Le souci, maintenant, c’est que je suis dans une société de BTP et qu’ils m’ont mis en burn-out. Le patron m’envoyait au déjeuner avec le chargé d’affaires, pour appâter les clients, le corps de la femme qui devait servir à ça. Mais je refusais, je me mettais en jean baskets. Ca l’a fait rager. Il s’est mis sur mon dos. Toujours des reproches, toujours. Mon médecin m’a dit : « Il faut se mettre en arrêt maladie. » Mais je ne peux pas ! Tenir avec 75% de mon salaire, je ne peux pas !

***

Un quart des familles sont aujourd’hui monoparentales (24% exactement), et dans l’écrasante majorité, ce sont des « mamans solos » (83%).

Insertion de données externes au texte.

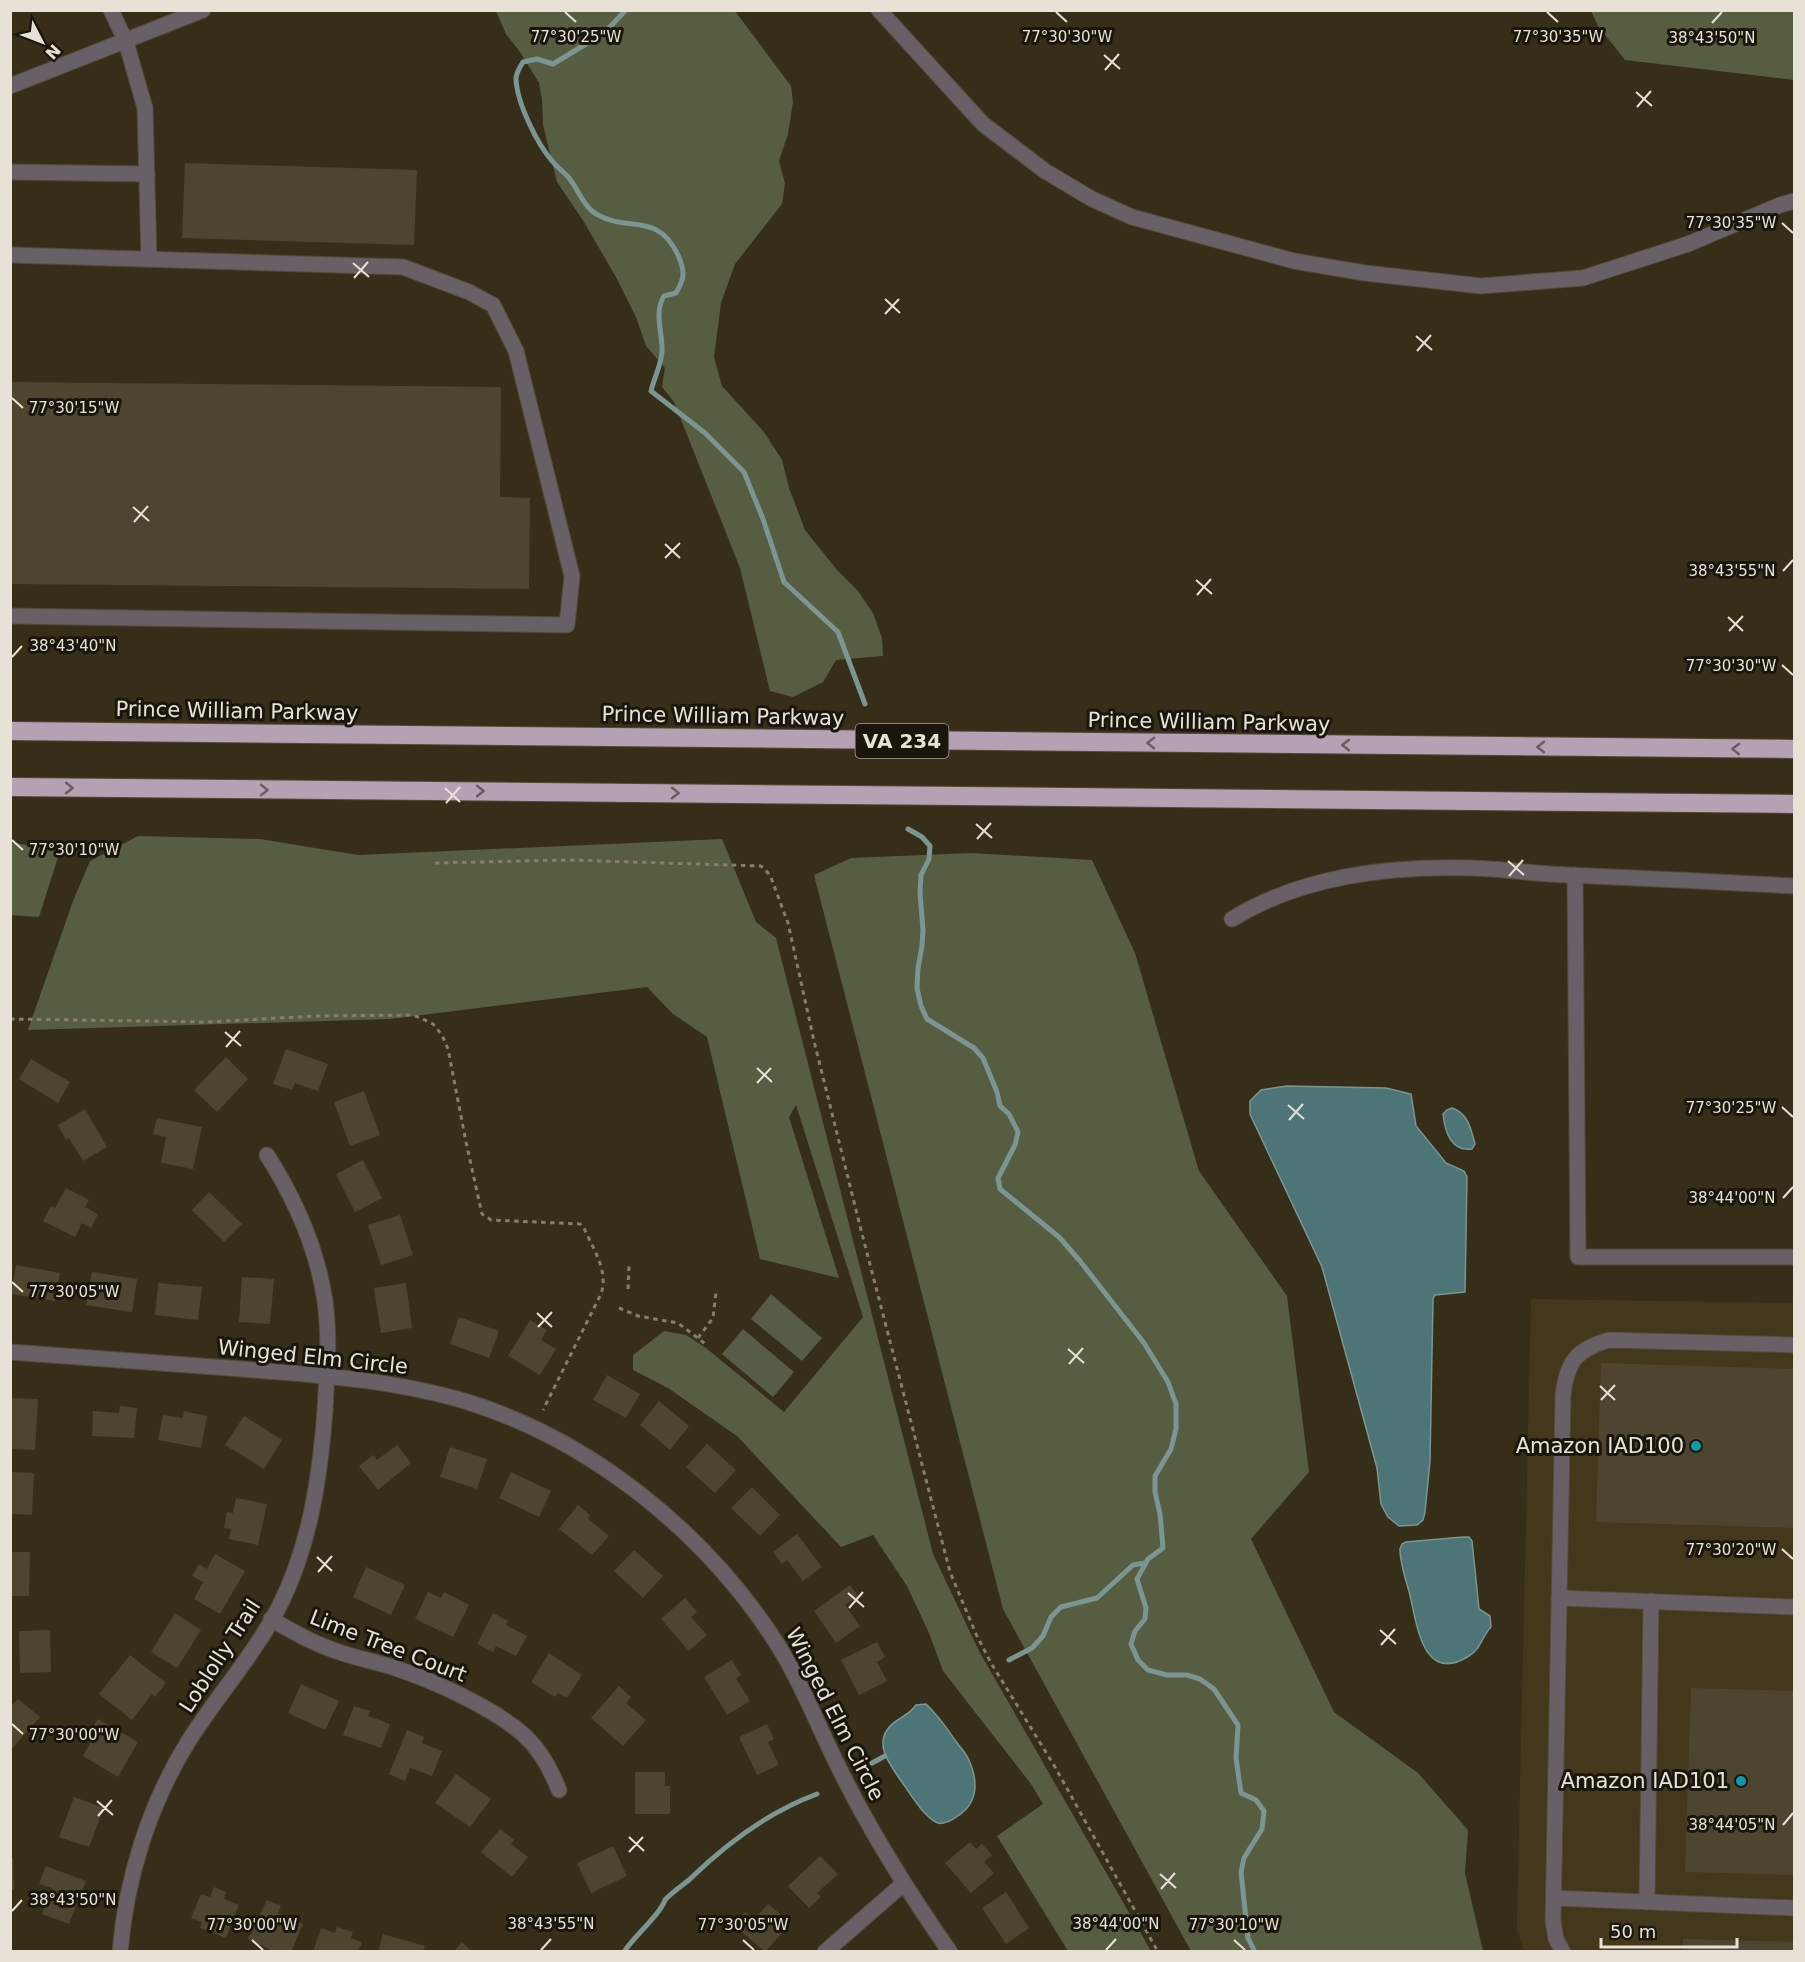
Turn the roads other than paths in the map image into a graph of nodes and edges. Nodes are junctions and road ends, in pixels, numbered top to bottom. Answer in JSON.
{"nodes":[{"id":1,"x":111,"y":10,"type":"edge"},
{"id":2,"x":203,"y":10,"type":"edge"},
{"id":3,"x":879,"y":10,"type":"edge"},
{"id":4,"x":126,"y":42,"type":"junction"},
{"id":5,"x":10,"y":86,"type":"edge"},
{"id":6,"x":10,"y":172,"type":"edge"},
{"id":7,"x":147,"y":174,"type":"junction"},
{"id":8,"x":1794,"y":201,"type":"edge"},
{"id":9,"x":10,"y":255,"type":"edge"},
{"id":10,"x":149,"y":259,"type":"junction"},
{"id":11,"x":10,"y":616,"type":"edge"},
{"id":12,"x":10,"y":731,"type":"edge"},
{"id":13,"x":1794,"y":749,"type":"edge"},
{"id":14,"x":10,"y":787,"type":"edge"},
{"id":15,"x":1794,"y":804,"type":"edge"},
{"id":16,"x":1575,"y":875,"type":"junction"},
{"id":17,"x":1794,"y":886,"type":"edge"},
{"id":18,"x":1232,"y":919,"type":"dead end"},
{"id":19,"x":267,"y":1155,"type":"dead end"},
{"id":20,"x":1794,"y":1257,"type":"edge"},
{"id":21,"x":1794,"y":1345,"type":"edge"},
{"id":22,"x":10,"y":1352,"type":"edge"},
{"id":23,"x":327,"y":1376,"type":"junction"},
{"id":24,"x":1559,"y":1598,"type":"junction"},
{"id":25,"x":1651,"y":1601,"type":"junction"},
{"id":26,"x":1794,"y":1607,"type":"edge"},
{"id":27,"x":271,"y":1619,"type":"junction"},
{"id":28,"x":560,"y":1790,"type":"dead end"},
{"id":29,"x":903,"y":1884,"type":"junction"},
{"id":30,"x":1554,"y":1898,"type":"junction"},
{"id":31,"x":1647,"y":1902,"type":"junction"},
{"id":32,"x":1794,"y":1908,"type":"edge"},
{"id":33,"x":120,"y":1952,"type":"edge"},
{"id":34,"x":825,"y":1952,"type":"edge"},
{"id":35,"x":950,"y":1952,"type":"edge"},
{"id":36,"x":1563,"y":1952,"type":"edge"}],
"edges":[{"from":1,"to":4,"type":"street"},
{"from":2,"to":4,"type":"street"},
{"from":3,"to":8,"type":"street"},
{"from":4,"to":5,"type":"street"},
{"from":4,"to":7,"type":"street"},
{"from":6,"to":7,"type":"street"},
{"from":7,"to":10,"type":"street"},
{"from":9,"to":10,"type":"street"},
{"from":10,"to":11,"type":"street"},
{"from":13,"to":12,"type":"highway","name":"Prince William Parkway","number":"VA 234","one_way":true},
{"from":14,"to":15,"type":"highway","one_way":true},
{"from":16,"to":17,"type":"street"},
{"from":16,"to":18,"type":"street"},
{"from":16,"to":20,"type":"street"},
{"from":19,"to":23,"type":"street","name":"Loblolly Trail"},
{"from":21,"to":24,"type":"street"},
{"from":22,"to":23,"type":"street","name":"Winged Elm Circle"},
{"from":23,"to":27,"type":"street","name":"Loblolly Trail"},
{"from":23,"to":29,"type":"street","name":"Winged Elm Circle"},
{"from":24,"to":25,"type":"street"},
{"from":24,"to":30,"type":"street"},
{"from":25,"to":26,"type":"street"},
{"from":25,"to":31,"type":"street"},
{"from":27,"to":28,"type":"street","name":"Lime Tree Court"},
{"from":27,"to":33,"type":"street","name":"Loblolly Trail"},
{"from":29,"to":34,"type":"street"},
{"from":29,"to":35,"type":"street","name":"Winged Elm Circle"},
{"from":30,"to":31,"type":"street"},
{"from":30,"to":36,"type":"street"},
{"from":31,"to":32,"type":"street"}]}
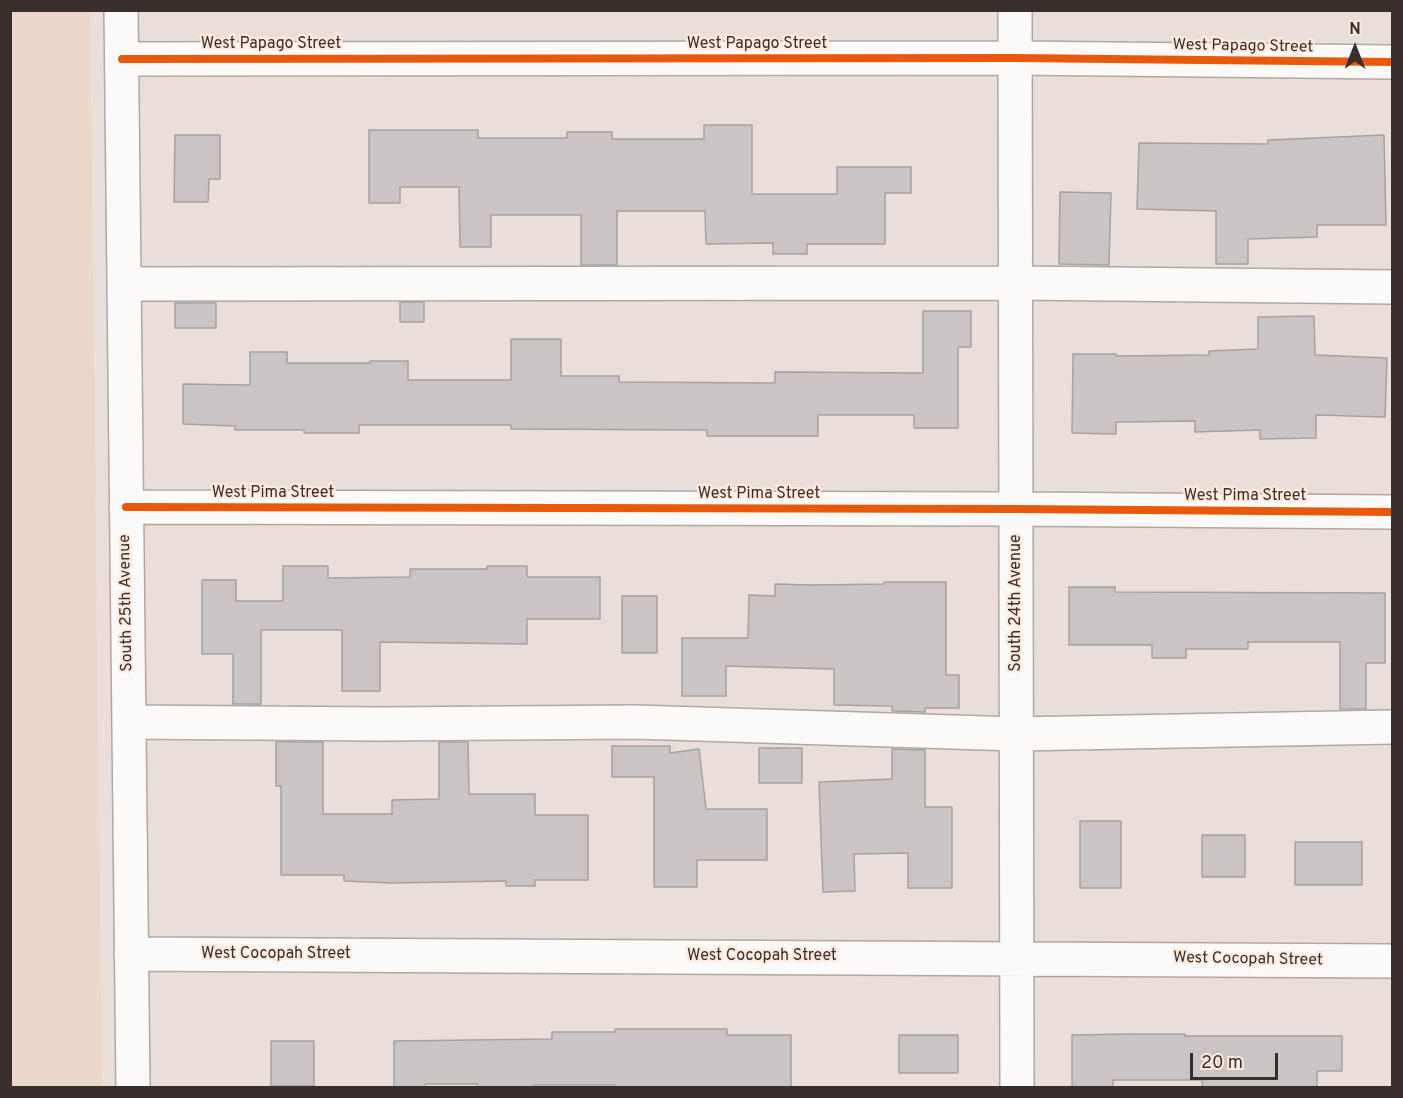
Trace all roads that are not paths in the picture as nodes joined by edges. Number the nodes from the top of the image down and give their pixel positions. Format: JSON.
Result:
{"nodes":[{"id":1,"x":122,"y":10,"type":"edge"},
{"id":2,"x":1015,"y":10,"type":"edge"},
{"id":3,"x":122,"y":58,"type":"junction"},
{"id":4,"x":1016,"y":58,"type":"junction"},
{"id":5,"x":1392,"y":62,"type":"edge"},
{"id":6,"x":1016,"y":283,"type":"junction"},
{"id":7,"x":124,"y":284,"type":"junction"},
{"id":8,"x":1392,"y":287,"type":"edge"},
{"id":9,"x":126,"y":507,"type":"junction"},
{"id":10,"x":1016,"y":509,"type":"junction"},
{"id":11,"x":1392,"y":512,"type":"edge"},
{"id":12,"x":129,"y":722,"type":"junction"},
{"id":13,"x":1392,"y":727,"type":"edge"},
{"id":14,"x":1017,"y":734,"type":"junction"},
{"id":15,"x":131,"y":954,"type":"junction"},
{"id":16,"x":1018,"y":958,"type":"junction"},
{"id":17,"x":1392,"y":962,"type":"edge"},
{"id":18,"x":133,"y":1088,"type":"edge"},
{"id":19,"x":1017,"y":1088,"type":"edge"}],
"edges":[{"from":1,"to":3,"type":"street","name":"South 25th Avenue"},
{"from":2,"to":4,"type":"street","name":"South 24th Avenue"},
{"from":3,"to":4,"type":"street","name":"West Papago Street"},
{"from":3,"to":7,"type":"street","name":"South 25th Avenue"},
{"from":4,"to":5,"type":"street","name":"West Papago Street"},
{"from":4,"to":6,"type":"street","name":"South 24th Avenue"},
{"from":6,"to":7,"type":"street"},
{"from":6,"to":8,"type":"street"},
{"from":6,"to":10,"type":"street","name":"South 24th Avenue"},
{"from":7,"to":9,"type":"street","name":"South 25th Avenue"},
{"from":9,"to":10,"type":"street","name":"West Pima Street"},
{"from":9,"to":12,"type":"street","name":"South 25th Avenue"},
{"from":10,"to":11,"type":"street","name":"West Pima Street"},
{"from":10,"to":14,"type":"street","name":"South 24th Avenue"},
{"from":12,"to":14,"type":"street"},
{"from":12,"to":15,"type":"street","name":"South 25th Avenue"},
{"from":13,"to":14,"type":"street"},
{"from":14,"to":16,"type":"street","name":"South 24th Avenue"},
{"from":15,"to":16,"type":"street","name":"West Cocopah Street"},
{"from":15,"to":18,"type":"street","name":"South 25th Avenue"},
{"from":16,"to":17,"type":"street","name":"West Cocopah Street"},
{"from":16,"to":19,"type":"street","name":"South 24th Avenue"}]}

Et à l’évidence, les difficultés sociales sont accrues : le taux de pauvreté des enfants est alors de 40%, le double des mineurs dans la population (20,7%). Un tiers des mères sont sans emploi. Un quart de leurs logements sont surpeuplés. Pour en sortir, des réformes fiscales sont recommandées : que la pension alimentaire (lorsqu’elle est versée…) ne soit pas comptée dans les ressources de la mère. Mais au-delà, c’est à un accompagnement qu’il faudrait œuvrer, pour retrouver une habitation, pour une formation, pour des modes de garde, bref, pour que la séparation ne conduise pas à une chute, voire à la solitude. « Aujourd’hui, c’est débrouille-toi… », conclut Mariem.